#### Task description:
Whatever appears in the listing must be reproduced exactly.
━━━━━ Information ━━━━━
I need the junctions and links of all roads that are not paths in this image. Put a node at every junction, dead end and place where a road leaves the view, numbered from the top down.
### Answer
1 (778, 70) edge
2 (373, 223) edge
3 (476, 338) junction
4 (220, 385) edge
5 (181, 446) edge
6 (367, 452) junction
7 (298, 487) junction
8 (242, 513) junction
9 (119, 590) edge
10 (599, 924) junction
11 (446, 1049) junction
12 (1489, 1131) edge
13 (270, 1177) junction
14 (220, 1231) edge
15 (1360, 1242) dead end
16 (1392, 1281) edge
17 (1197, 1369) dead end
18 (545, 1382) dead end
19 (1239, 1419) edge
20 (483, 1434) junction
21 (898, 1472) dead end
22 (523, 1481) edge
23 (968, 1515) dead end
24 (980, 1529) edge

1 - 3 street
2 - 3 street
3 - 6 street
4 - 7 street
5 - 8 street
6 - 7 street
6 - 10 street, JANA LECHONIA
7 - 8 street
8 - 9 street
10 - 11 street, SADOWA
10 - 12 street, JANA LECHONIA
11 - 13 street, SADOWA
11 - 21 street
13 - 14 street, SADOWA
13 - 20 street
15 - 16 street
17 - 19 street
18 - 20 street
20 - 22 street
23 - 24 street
━━━━━
#### Answer space:
I need the junctions and links of all roads that are not paths in this image. Put a node at every junction, dead end and place where a road leaves the view, numbered from the top down.
### Answer
1 (778, 70) edge
2 (373, 223) edge
3 (476, 338) junction
4 (220, 385) edge
5 (181, 446) edge
6 (367, 452) junction
7 (298, 487) junction
8 (242, 513) junction
9 (119, 590) edge
10 (599, 924) junction
11 (446, 1049) junction
12 (1489, 1131) edge
13 (270, 1177) junction
14 (220, 1231) edge
15 (1360, 1242) dead end
16 (1392, 1281) edge
17 (1197, 1369) dead end
18 (545, 1382) dead end
19 (1239, 1419) edge
20 (483, 1434) junction
21 (898, 1472) dead end
22 (523, 1481) edge
23 (968, 1515) dead end
24 (980, 1529) edge

1 - 3 street
2 - 3 street
3 - 6 street
4 - 7 street
5 - 8 street
6 - 7 street
6 - 10 street, JANA LECHONIA
7 - 8 street
8 - 9 street
10 - 11 street, SADOWA
10 - 12 street, JANA LECHONIA
11 - 13 street, SADOWA
11 - 21 street
13 - 14 street, SADOWA
13 - 20 street
15 - 16 street
17 - 19 street
18 - 20 street
20 - 22 street
23 - 24 street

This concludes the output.